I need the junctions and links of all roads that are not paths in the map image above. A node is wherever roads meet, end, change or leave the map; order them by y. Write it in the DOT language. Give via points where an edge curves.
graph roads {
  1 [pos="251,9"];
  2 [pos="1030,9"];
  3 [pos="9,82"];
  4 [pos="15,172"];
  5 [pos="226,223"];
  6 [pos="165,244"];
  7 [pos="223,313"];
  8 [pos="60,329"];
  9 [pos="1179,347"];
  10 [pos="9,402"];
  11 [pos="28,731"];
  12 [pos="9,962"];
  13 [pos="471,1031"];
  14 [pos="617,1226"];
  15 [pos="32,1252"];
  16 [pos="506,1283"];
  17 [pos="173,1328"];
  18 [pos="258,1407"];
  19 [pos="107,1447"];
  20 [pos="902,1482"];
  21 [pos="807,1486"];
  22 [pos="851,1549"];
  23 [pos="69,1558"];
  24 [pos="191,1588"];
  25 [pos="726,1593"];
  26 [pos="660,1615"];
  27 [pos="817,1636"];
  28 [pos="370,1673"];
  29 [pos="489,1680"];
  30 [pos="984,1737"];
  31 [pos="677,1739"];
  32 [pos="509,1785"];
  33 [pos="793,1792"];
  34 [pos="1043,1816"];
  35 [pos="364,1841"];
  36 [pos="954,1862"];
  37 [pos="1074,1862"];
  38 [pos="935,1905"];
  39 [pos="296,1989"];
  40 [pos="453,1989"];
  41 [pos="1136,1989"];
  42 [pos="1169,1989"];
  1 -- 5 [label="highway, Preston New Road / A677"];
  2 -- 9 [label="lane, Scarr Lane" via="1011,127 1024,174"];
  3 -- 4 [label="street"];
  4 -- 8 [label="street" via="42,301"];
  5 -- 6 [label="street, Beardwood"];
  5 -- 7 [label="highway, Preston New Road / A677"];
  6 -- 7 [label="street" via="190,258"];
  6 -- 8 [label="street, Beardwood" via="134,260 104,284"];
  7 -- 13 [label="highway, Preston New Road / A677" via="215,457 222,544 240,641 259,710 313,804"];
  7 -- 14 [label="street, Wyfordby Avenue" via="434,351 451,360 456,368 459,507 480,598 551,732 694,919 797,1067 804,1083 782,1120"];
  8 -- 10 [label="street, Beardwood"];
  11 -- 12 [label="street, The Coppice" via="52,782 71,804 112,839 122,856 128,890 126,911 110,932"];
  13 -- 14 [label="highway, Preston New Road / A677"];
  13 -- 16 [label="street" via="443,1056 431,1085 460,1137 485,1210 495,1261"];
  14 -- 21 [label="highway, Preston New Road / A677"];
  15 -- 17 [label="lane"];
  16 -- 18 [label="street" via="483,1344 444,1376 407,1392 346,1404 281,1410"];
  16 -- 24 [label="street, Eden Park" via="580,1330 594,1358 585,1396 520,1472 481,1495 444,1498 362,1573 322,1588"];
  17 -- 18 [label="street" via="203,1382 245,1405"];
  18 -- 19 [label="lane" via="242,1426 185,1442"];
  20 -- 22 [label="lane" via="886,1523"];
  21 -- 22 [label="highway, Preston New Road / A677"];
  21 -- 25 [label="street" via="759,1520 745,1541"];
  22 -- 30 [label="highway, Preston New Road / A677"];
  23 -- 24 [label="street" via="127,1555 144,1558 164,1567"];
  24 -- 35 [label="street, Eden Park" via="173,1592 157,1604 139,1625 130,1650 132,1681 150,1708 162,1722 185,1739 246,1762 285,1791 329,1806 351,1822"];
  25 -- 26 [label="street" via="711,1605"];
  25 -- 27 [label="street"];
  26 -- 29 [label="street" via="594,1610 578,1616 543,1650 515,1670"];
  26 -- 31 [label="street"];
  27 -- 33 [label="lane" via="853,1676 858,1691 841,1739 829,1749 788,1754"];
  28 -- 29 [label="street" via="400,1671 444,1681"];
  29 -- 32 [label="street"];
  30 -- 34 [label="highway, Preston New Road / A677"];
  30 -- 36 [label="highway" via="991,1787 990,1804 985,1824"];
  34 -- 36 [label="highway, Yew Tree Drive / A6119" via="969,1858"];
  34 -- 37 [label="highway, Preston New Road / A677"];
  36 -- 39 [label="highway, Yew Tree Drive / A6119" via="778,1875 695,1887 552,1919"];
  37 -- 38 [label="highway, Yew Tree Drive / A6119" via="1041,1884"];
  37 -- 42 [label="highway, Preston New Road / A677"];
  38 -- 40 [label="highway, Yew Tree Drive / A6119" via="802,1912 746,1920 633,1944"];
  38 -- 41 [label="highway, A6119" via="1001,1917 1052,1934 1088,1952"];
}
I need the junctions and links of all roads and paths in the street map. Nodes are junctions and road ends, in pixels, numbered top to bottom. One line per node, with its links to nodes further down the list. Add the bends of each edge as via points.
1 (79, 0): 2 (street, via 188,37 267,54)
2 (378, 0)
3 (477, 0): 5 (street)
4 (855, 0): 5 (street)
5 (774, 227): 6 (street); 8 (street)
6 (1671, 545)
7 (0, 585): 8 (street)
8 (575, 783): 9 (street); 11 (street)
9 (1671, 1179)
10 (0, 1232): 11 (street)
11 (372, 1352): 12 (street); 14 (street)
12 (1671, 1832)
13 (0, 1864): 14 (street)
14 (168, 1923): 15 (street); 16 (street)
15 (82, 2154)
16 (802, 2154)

============================================================

### Your instructions
Copy out each line of the listing that holds the word "Eden".

### Reply
  16 -- 24 [label="street, Eden Park" via="580,1330 594,1358 585,1396 520,1472 481,1495 444,1498 362,1573 322,1588"];
  24 -- 35 [label="street, Eden Park" via="173,1592 157,1604 139,1625 130,1650 132,1681 150,1708 162,1722 185,1739 246,1762 285,1791 329,1806 351,1822"];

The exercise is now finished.